Полная версия
Осенний Лис
Довбуш посмотрел удивлённо.
– Никто… – и покосился на Балажа. – Только он вот.
Он встал, снял с полки ещё три кружки, разлил из бутылки густое тёмное пиво, буркнул: «Пейте!» – и снова сел. Жуга и Реслав жадно осушили кружки, Балаж лишь пригубил и отставил пиво в сторону.
– Ну, вот что, – начал Довбуш. – Верю, вы тут ни при чём. Сказывайте сразу, можно Ганну сыскать?
Реслав посмотрел на Жугу, Жуга – на Балажа.
– Рассказывай по порядку, – потребовал Жуга.
Балаж нервно хрустнул пальцами, начал:
– Да почти нечего рассказывать. Ну, гуляли мы за околицей, как обычно, потом домой она пошла. Я и не провожал: идти-то два шага! Я вслед глядел. Тут вижу: ровно рябью воздух подёрнулся, поплыло всё, да страшно так, непонятно!.. Она остановилась, назад шагнула… Пыль да листья закружило, словно ветром, я сморгнул, рукой прикрылся, а продрал глаза – нет её. Нет – и всё. А тут и Григораша мать заохала, запричитала – на крыльцо вышла крынку вымыть, да крынку-то и грохнула. «Балаж, – кричит, – это что ж такое творится, господи боже!» Я туда, я сюда – нет Ганки! Я к Влашеку, а потом уже и Янош прибежал.

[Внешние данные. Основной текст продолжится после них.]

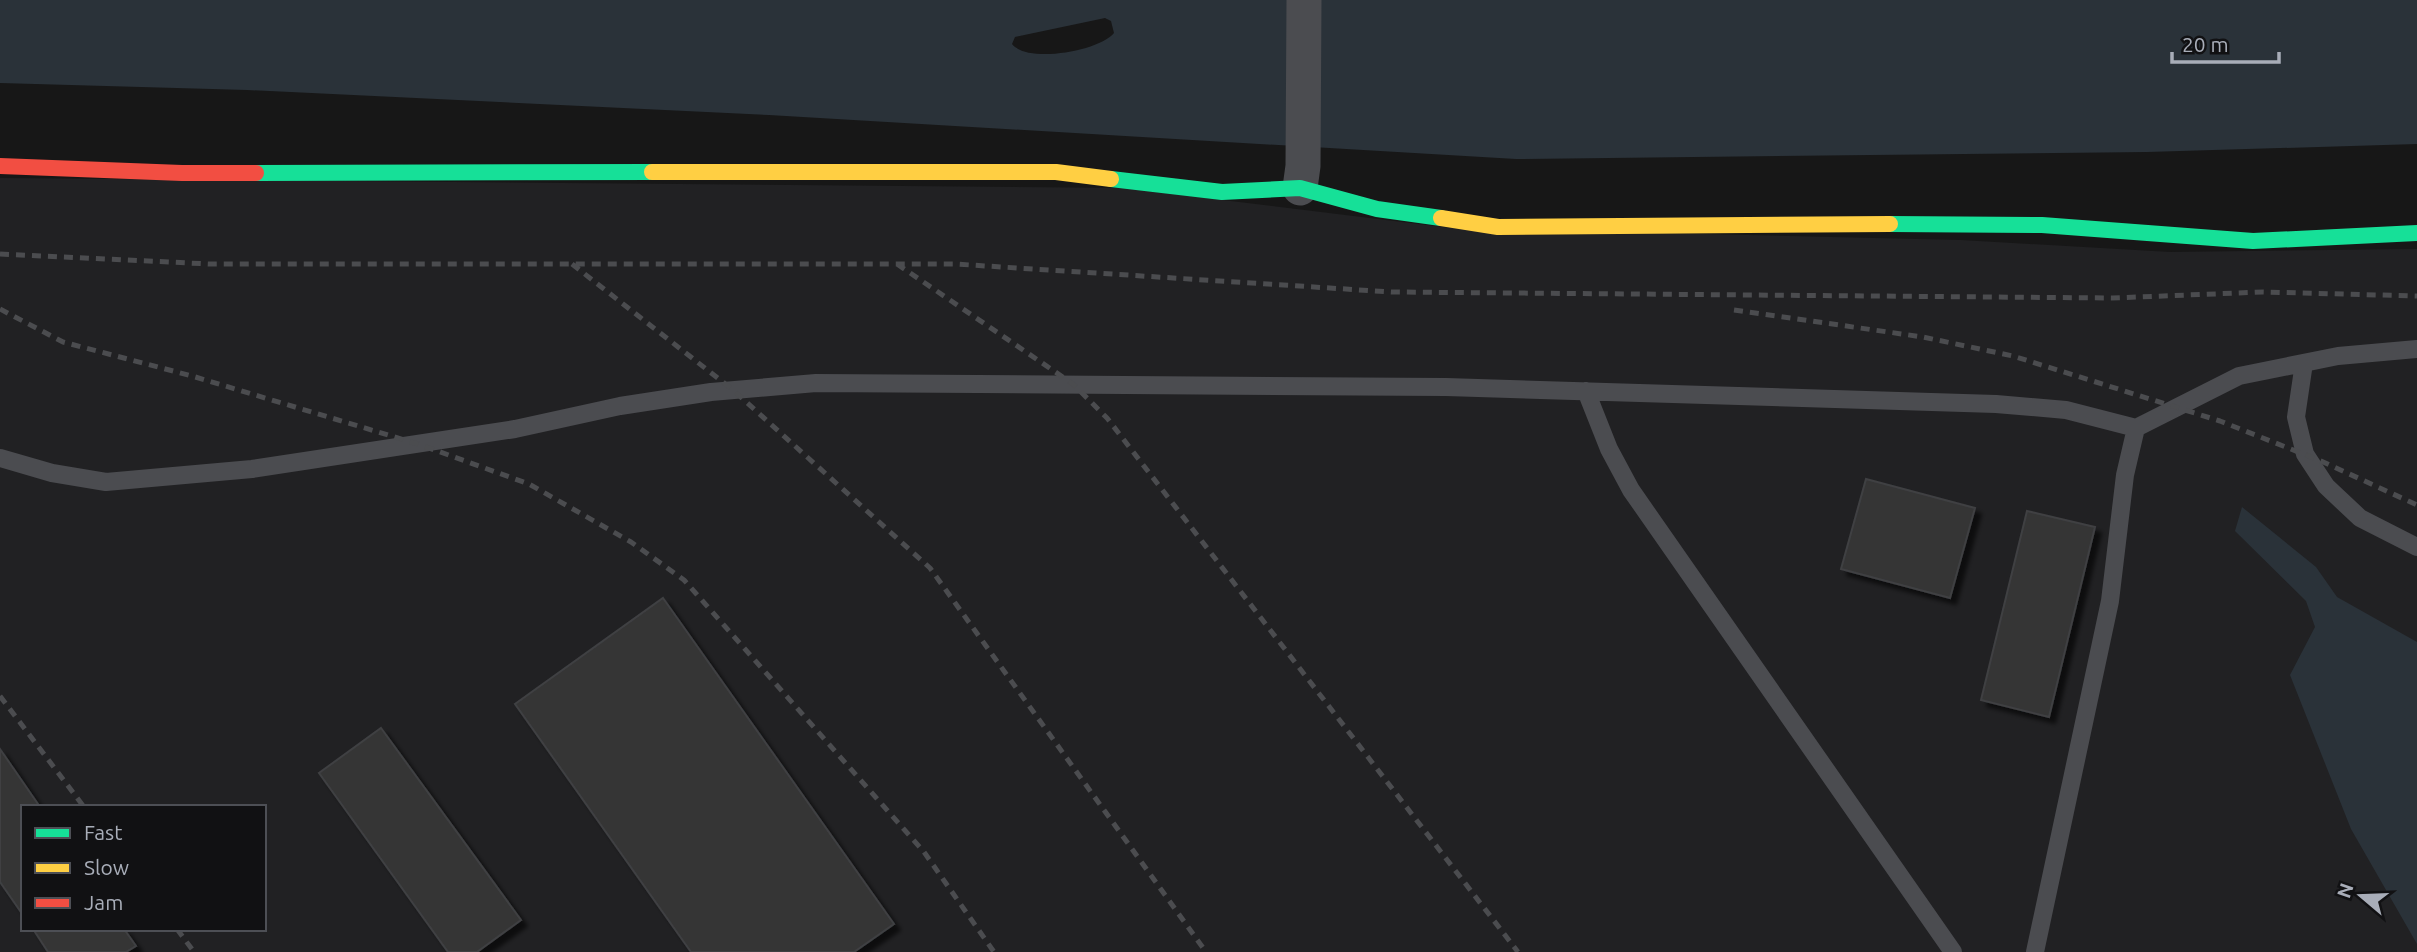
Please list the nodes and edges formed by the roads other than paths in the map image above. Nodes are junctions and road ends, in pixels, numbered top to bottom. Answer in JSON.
{"nodes":[{"id":1,"x":1304,"y":0,"type":"edge"},
{"id":2,"x":0,"y":166,"type":"edge"},
{"id":3,"x":1301,"y":177,"type":"junction"},
{"id":4,"x":2417,"y":233,"type":"edge"},
{"id":5,"x":2417,"y":349,"type":"edge"},
{"id":6,"x":2304,"y":363,"type":"junction"},
{"id":7,"x":1586,"y":391,"type":"junction"},
{"id":8,"x":2136,"y":428,"type":"junction"},
{"id":9,"x":0,"y":458,"type":"edge"},
{"id":10,"x":2417,"y":547,"type":"edge"},
{"id":11,"x":1953,"y":952,"type":"edge"},
{"id":12,"x":2035,"y":952,"type":"edge"}],
"edges":[{"from":1,"to":3,"type":"street"},
{"from":2,"to":3,"type":"street"},
{"from":3,"to":4,"type":"street"},
{"from":5,"to":6,"type":"lane"},
{"from":6,"to":8,"type":"lane"},
{"from":6,"to":10,"type":"lane"},
{"from":7,"to":8,"type":"lane"},
{"from":7,"to":9,"type":"lane"},
{"from":7,"to":11,"type":"lane"},
{"from":8,"to":12,"type":"lane"}]}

Жуга нахмурился, побарабанил пальцами по столу.
– Где это случилось? – спросил он.
Балаж вытянул руку:
– Там…
– А где Юраш живёт, у которого пёс издох? В той же стороне?
Балаж побледнел, кивнул.
Жуга встал, ещё раз осмотрелся. Глаза его возбуждённо блестели. Он вскинул руки, сплёл пальцы в хитрый узел, нахмурил лоб.

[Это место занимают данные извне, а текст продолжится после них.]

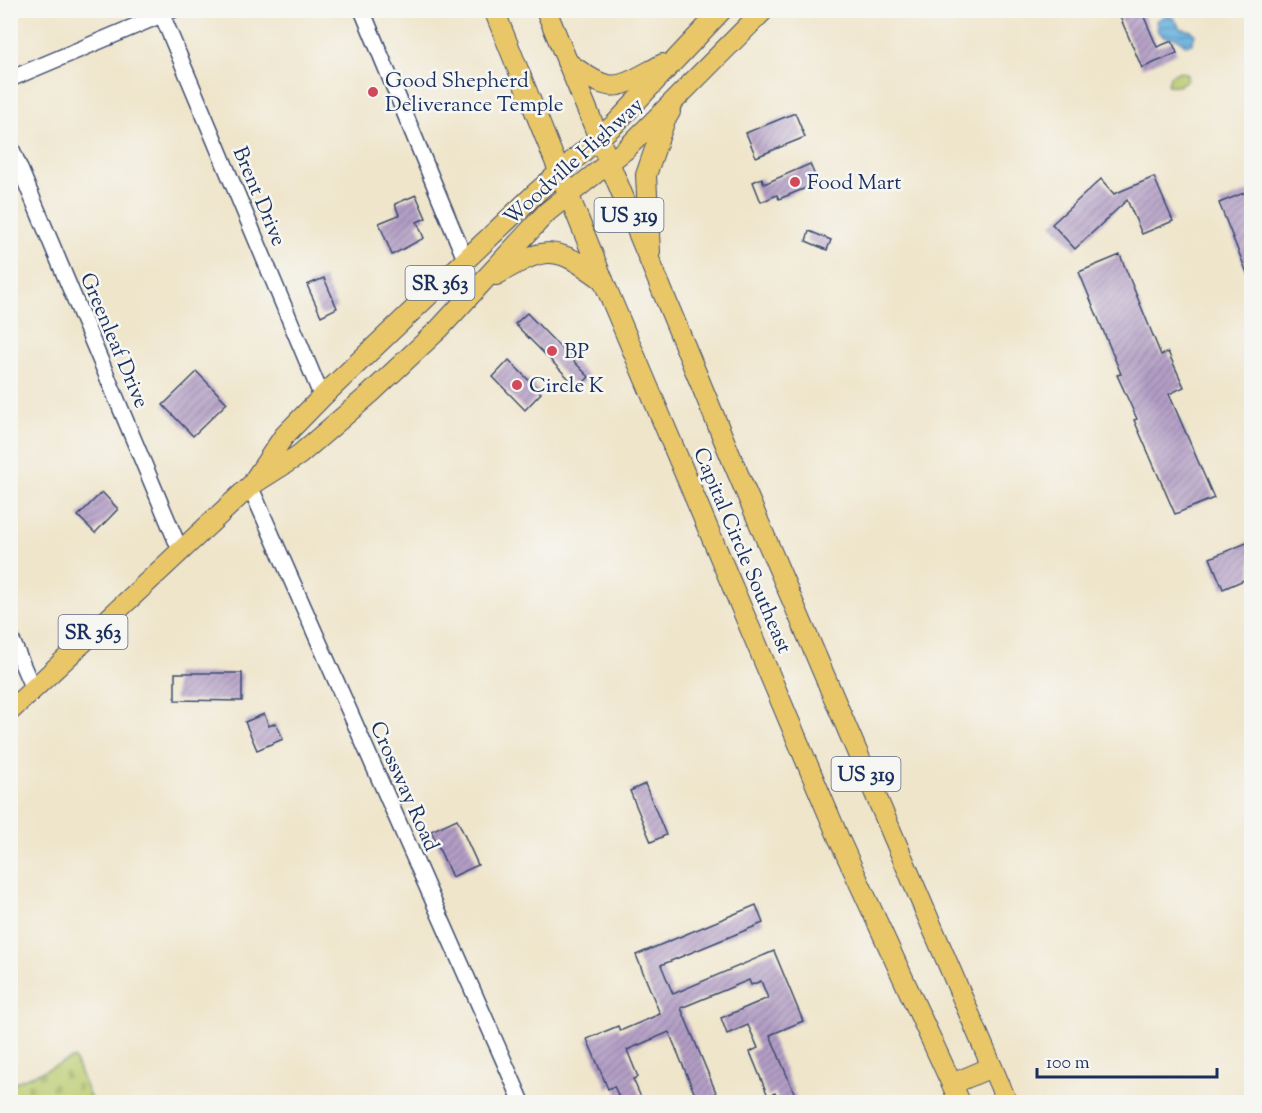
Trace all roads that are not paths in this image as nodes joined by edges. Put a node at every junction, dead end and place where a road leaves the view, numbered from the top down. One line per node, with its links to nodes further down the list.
1 (362, 10): 16 (street)
2 (494, 10): 14 (main road, Capital Circle Southeast / US 319)
3 (546, 10): 8 (main road, Capital Circle Southeast / US 319)
4 (722, 10): 7 (main road, Woodville Highway / SR 363)
5 (764, 10): 10 (main road, Woodville Highway / SR 363)
6 (165, 12): 9 (street); 20 (street, Brent Drive)
7 (676, 57): 8 (main road); 11 (main road, Woodville Highway / SR 363)
8 (567, 62): 11 (main road, Capital Circle Southeast / US 319)
9 (10, 79)
10 (691, 84): 13 (main road, Woodville Highway / SR 363); 17 (main road)
11 (597, 140): 13 (main road, Capital Circle Southeast / US 319); 14 (main road, Woodville Highway / SR 363)
12 (10, 145): 22 (street, Greenleaf Drive)
13 (608, 164): 15 (main road, Woodville Highway / SR 363); 17 (main road, Capital Circle Southeast / US 319)
14 (560, 172): 15 (main road, Capital Circle Southeast / US 319); 16 (main road, Woodville Highway / SR 363)
15 (569, 194): 18 (main road, Capital Circle Southeast / US 319); 19 (main road, Woodville Highway / SR 363)
16 (465, 259): 20 (main road, Woodville Highway / SR 363)
17 (651, 266): 26 (main road, Capital Circle Southeast / US 319)
18 (603, 280): 19 (main road); 27 (main road, Capital Circle Southeast / US 319)
19 (479, 285): 21 (main road, Woodville Highway / SR 363)
20 (322, 397): 21 (main road, Woodville Highway / SR 363)
21 (250, 486): 22 (main road, Woodville Highway / SR 363); 28 (street, Crossway Road)
22 (180, 550): 24 (main road, Woodville Highway / SR 363)
23 (10, 636): 24 (street)
24 (33, 689): 25 (main road, Woodville Highway / SR 363)
25 (10, 711)
26 (992, 1067): 27 (main road); 30 (main road, Capital Circle Southeast / US 319)
27 (952, 1084): 29 (main road, Capital Circle Southeast / US 319)
28 (522, 1102)
29 (960, 1102)
30 (1007, 1102)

– Авохато! – вдруг воскликнул он. – Эванна-эвахор!
Пол хаты вспыхнул, замерцал голубыми сполохами. Балаж вскрикнул испуганно, влез с ногами на лавку. Довбуш разинул рот, перекрестился дрожащей рукой.
– Не двигайтесь! – крикнул Жуга, не расплетая пальцев. – Реслав, соль! Скорее!
Теперь стало видно множество пятен на глинобитном полу, больших и малых, светящихся, как гнилушки в лесу. Реслав метнулся к столу, схватил берестяную солонку, глянул вопросительно. «Бросай!» – Жуга мотнул головой. Реслав швырнул солонку наземь. Мелкого помола соль взметнулась в воздух, растеклась тонким облачком, осела. Жуга разжал пальцы. Призрачное сияние погасло. Стало тихо, лишь под потолком зудели комары.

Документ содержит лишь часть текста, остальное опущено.